(Collected data)
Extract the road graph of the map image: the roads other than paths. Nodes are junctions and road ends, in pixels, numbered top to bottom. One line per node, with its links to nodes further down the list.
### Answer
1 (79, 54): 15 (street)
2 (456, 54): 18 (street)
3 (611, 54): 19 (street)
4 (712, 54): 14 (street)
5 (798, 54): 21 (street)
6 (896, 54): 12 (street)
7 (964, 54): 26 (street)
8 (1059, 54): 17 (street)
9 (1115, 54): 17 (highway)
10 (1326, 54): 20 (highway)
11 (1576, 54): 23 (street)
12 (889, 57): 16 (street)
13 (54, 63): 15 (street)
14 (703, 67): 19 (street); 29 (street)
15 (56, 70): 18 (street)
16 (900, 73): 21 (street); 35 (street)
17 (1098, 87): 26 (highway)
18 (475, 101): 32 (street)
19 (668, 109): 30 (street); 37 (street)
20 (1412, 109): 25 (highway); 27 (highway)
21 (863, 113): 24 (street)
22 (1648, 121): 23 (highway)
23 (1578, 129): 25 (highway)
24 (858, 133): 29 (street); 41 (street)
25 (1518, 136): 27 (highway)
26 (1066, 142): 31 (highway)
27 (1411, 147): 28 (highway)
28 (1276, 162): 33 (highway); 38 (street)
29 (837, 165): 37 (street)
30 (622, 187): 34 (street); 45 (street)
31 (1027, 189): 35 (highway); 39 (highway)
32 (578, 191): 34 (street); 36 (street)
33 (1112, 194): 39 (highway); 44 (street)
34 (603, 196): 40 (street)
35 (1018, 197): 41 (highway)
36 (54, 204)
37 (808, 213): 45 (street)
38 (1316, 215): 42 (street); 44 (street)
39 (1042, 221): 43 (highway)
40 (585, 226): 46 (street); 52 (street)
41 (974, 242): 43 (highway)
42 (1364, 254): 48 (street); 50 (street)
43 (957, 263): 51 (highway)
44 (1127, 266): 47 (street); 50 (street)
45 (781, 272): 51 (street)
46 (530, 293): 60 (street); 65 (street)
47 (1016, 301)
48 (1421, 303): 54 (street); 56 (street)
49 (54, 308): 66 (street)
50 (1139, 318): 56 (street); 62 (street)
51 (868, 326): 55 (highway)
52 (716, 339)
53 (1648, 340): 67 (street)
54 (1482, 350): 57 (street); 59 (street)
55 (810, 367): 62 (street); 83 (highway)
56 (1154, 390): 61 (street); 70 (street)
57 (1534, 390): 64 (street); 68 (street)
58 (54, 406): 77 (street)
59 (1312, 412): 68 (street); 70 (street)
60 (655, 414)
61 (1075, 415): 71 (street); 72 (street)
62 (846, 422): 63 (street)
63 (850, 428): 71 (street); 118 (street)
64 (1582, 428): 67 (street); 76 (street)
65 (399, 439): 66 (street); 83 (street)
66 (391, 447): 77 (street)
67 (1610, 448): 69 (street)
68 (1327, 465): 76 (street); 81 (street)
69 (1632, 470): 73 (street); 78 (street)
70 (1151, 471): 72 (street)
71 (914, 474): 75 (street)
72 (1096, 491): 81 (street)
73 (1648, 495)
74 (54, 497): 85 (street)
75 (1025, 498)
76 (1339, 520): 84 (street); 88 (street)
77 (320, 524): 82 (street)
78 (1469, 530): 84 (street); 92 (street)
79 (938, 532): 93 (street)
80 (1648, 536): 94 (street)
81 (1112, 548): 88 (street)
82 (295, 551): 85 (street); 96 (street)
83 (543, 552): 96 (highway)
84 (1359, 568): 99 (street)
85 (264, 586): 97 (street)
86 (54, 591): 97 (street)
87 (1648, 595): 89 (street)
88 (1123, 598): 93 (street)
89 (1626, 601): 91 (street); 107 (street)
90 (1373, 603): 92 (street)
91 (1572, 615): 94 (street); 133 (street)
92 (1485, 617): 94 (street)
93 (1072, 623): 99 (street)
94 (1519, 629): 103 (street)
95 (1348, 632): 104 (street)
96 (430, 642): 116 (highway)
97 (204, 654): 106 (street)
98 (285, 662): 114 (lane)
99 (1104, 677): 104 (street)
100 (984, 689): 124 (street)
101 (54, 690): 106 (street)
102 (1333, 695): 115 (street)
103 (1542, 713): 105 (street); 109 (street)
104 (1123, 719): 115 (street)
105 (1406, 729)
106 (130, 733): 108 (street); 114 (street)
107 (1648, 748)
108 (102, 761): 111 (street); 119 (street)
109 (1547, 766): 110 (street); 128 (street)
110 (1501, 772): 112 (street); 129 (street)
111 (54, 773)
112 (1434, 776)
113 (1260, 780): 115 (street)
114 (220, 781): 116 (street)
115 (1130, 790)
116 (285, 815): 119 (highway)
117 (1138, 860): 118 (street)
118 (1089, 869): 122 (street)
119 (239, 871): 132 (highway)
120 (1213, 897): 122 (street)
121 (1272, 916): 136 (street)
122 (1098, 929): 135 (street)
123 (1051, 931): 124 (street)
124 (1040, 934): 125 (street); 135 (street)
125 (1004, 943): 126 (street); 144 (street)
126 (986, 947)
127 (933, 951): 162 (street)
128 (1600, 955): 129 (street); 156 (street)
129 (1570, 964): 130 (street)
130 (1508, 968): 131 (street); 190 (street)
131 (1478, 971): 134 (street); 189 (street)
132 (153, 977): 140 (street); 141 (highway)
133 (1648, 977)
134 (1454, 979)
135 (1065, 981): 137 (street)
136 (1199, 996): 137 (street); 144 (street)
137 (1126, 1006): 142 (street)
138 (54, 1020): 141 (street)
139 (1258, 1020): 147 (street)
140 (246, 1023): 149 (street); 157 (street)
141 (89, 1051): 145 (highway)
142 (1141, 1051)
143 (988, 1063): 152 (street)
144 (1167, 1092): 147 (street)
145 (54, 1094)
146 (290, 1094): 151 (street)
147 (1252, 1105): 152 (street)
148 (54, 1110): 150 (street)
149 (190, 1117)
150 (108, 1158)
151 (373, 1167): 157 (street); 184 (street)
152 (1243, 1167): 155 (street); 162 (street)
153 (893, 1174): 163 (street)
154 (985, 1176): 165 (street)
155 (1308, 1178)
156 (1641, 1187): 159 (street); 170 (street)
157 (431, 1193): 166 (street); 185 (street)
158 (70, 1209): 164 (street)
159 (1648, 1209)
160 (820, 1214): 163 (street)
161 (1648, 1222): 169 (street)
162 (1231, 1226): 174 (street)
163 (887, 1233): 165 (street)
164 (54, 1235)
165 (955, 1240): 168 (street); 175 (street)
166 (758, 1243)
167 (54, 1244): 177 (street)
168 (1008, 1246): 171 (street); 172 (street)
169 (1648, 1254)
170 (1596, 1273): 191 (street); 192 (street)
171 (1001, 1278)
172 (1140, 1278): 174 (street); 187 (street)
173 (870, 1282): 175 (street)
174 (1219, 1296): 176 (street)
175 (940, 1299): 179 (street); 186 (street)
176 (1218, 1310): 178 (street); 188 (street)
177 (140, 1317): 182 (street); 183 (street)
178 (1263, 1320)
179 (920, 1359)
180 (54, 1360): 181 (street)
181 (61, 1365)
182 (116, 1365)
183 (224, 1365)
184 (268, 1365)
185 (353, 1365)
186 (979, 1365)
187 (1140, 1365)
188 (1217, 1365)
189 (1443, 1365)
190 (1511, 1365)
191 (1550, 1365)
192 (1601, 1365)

_Directions:_
Type out every record above once more, exactly.

_Answer to the exercise:_
Extract the road graph of the map image: the roads other than paths. Nodes are junctions and road ends, in pixels, numbered top to bottom. One line per node, with its links to nodes further down the list.
### Answer
1 (79, 54): 15 (street)
2 (456, 54): 18 (street)
3 (611, 54): 19 (street)
4 (712, 54): 14 (street)
5 (798, 54): 21 (street)
6 (896, 54): 12 (street)
7 (964, 54): 26 (street)
8 (1059, 54): 17 (street)
9 (1115, 54): 17 (highway)
10 (1326, 54): 20 (highway)
11 (1576, 54): 23 (street)
12 (889, 57): 16 (street)
13 (54, 63): 15 (street)
14 (703, 67): 19 (street); 29 (street)
15 (56, 70): 18 (street)
16 (900, 73): 21 (street); 35 (street)
17 (1098, 87): 26 (highway)
18 (475, 101): 32 (street)
19 (668, 109): 30 (street); 37 (street)
20 (1412, 109): 25 (highway); 27 (highway)
21 (863, 113): 24 (street)
22 (1648, 121): 23 (highway)
23 (1578, 129): 25 (highway)
24 (858, 133): 29 (street); 41 (street)
25 (1518, 136): 27 (highway)
26 (1066, 142): 31 (highway)
27 (1411, 147): 28 (highway)
28 (1276, 162): 33 (highway); 38 (street)
29 (837, 165): 37 (street)
30 (622, 187): 34 (street); 45 (street)
31 (1027, 189): 35 (highway); 39 (highway)
32 (578, 191): 34 (street); 36 (street)
33 (1112, 194): 39 (highway); 44 (street)
34 (603, 196): 40 (street)
35 (1018, 197): 41 (highway)
36 (54, 204)
37 (808, 213): 45 (street)
38 (1316, 215): 42 (street); 44 (street)
39 (1042, 221): 43 (highway)
40 (585, 226): 46 (street); 52 (street)
41 (974, 242): 43 (highway)
42 (1364, 254): 48 (street); 50 (street)
43 (957, 263): 51 (highway)
44 (1127, 266): 47 (street); 50 (street)
45 (781, 272): 51 (street)
46 (530, 293): 60 (street); 65 (street)
47 (1016, 301)
48 (1421, 303): 54 (street); 56 (street)
49 (54, 308): 66 (street)
50 (1139, 318): 56 (street); 62 (street)
51 (868, 326): 55 (highway)
52 (716, 339)
53 (1648, 340): 67 (street)
54 (1482, 350): 57 (street); 59 (street)
55 (810, 367): 62 (street); 83 (highway)
56 (1154, 390): 61 (street); 70 (street)
57 (1534, 390): 64 (street); 68 (street)
58 (54, 406): 77 (street)
59 (1312, 412): 68 (street); 70 (street)
60 (655, 414)
61 (1075, 415): 71 (street); 72 (street)
62 (846, 422): 63 (street)
63 (850, 428): 71 (street); 118 (street)
64 (1582, 428): 67 (street); 76 (street)
65 (399, 439): 66 (street); 83 (street)
66 (391, 447): 77 (street)
67 (1610, 448): 69 (street)
68 (1327, 465): 76 (street); 81 (street)
69 (1632, 470): 73 (street); 78 (street)
70 (1151, 471): 72 (street)
71 (914, 474): 75 (street)
72 (1096, 491): 81 (street)
73 (1648, 495)
74 (54, 497): 85 (street)
75 (1025, 498)
76 (1339, 520): 84 (street); 88 (street)
77 (320, 524): 82 (street)
78 (1469, 530): 84 (street); 92 (street)
79 (938, 532): 93 (street)
80 (1648, 536): 94 (street)
81 (1112, 548): 88 (street)
82 (295, 551): 85 (street); 96 (street)
83 (543, 552): 96 (highway)
84 (1359, 568): 99 (street)
85 (264, 586): 97 (street)
86 (54, 591): 97 (street)
87 (1648, 595): 89 (street)
88 (1123, 598): 93 (street)
89 (1626, 601): 91 (street); 107 (street)
90 (1373, 603): 92 (street)
91 (1572, 615): 94 (street); 133 (street)
92 (1485, 617): 94 (street)
93 (1072, 623): 99 (street)
94 (1519, 629): 103 (street)
95 (1348, 632): 104 (street)
96 (430, 642): 116 (highway)
97 (204, 654): 106 (street)
98 (285, 662): 114 (lane)
99 (1104, 677): 104 (street)
100 (984, 689): 124 (street)
101 (54, 690): 106 (street)
102 (1333, 695): 115 (street)
103 (1542, 713): 105 (street); 109 (street)
104 (1123, 719): 115 (street)
105 (1406, 729)
106 (130, 733): 108 (street); 114 (street)
107 (1648, 748)
108 (102, 761): 111 (street); 119 (street)
109 (1547, 766): 110 (street); 128 (street)
110 (1501, 772): 112 (street); 129 (street)
111 (54, 773)
112 (1434, 776)
113 (1260, 780): 115 (street)
114 (220, 781): 116 (street)
115 (1130, 790)
116 (285, 815): 119 (highway)
117 (1138, 860): 118 (street)
118 (1089, 869): 122 (street)
119 (239, 871): 132 (highway)
120 (1213, 897): 122 (street)
121 (1272, 916): 136 (street)
122 (1098, 929): 135 (street)
123 (1051, 931): 124 (street)
124 (1040, 934): 125 (street); 135 (street)
125 (1004, 943): 126 (street); 144 (street)
126 (986, 947)
127 (933, 951): 162 (street)
128 (1600, 955): 129 (street); 156 (street)
129 (1570, 964): 130 (street)
130 (1508, 968): 131 (street); 190 (street)
131 (1478, 971): 134 (street); 189 (street)
132 (153, 977): 140 (street); 141 (highway)
133 (1648, 977)
134 (1454, 979)
135 (1065, 981): 137 (street)
136 (1199, 996): 137 (street); 144 (street)
137 (1126, 1006): 142 (street)
138 (54, 1020): 141 (street)
139 (1258, 1020): 147 (street)
140 (246, 1023): 149 (street); 157 (street)
141 (89, 1051): 145 (highway)
142 (1141, 1051)
143 (988, 1063): 152 (street)
144 (1167, 1092): 147 (street)
145 (54, 1094)
146 (290, 1094): 151 (street)
147 (1252, 1105): 152 (street)
148 (54, 1110): 150 (street)
149 (190, 1117)
150 (108, 1158)
151 (373, 1167): 157 (street); 184 (street)
152 (1243, 1167): 155 (street); 162 (street)
153 (893, 1174): 163 (street)
154 (985, 1176): 165 (street)
155 (1308, 1178)
156 (1641, 1187): 159 (street); 170 (street)
157 (431, 1193): 166 (street); 185 (street)
158 (70, 1209): 164 (street)
159 (1648, 1209)
160 (820, 1214): 163 (street)
161 (1648, 1222): 169 (street)
162 (1231, 1226): 174 (street)
163 (887, 1233): 165 (street)
164 (54, 1235)
165 (955, 1240): 168 (street); 175 (street)
166 (758, 1243)
167 (54, 1244): 177 (street)
168 (1008, 1246): 171 (street); 172 (street)
169 (1648, 1254)
170 (1596, 1273): 191 (street); 192 (street)
171 (1001, 1278)
172 (1140, 1278): 174 (street); 187 (street)
173 (870, 1282): 175 (street)
174 (1219, 1296): 176 (street)
175 (940, 1299): 179 (street); 186 (street)
176 (1218, 1310): 178 (street); 188 (street)
177 (140, 1317): 182 (street); 183 (street)
178 (1263, 1320)
179 (920, 1359)
180 (54, 1360): 181 (street)
181 (61, 1365)
182 (116, 1365)
183 (224, 1365)
184 (268, 1365)
185 (353, 1365)
186 (979, 1365)
187 (1140, 1365)
188 (1217, 1365)
189 (1443, 1365)
190 (1511, 1365)
191 (1550, 1365)
192 (1601, 1365)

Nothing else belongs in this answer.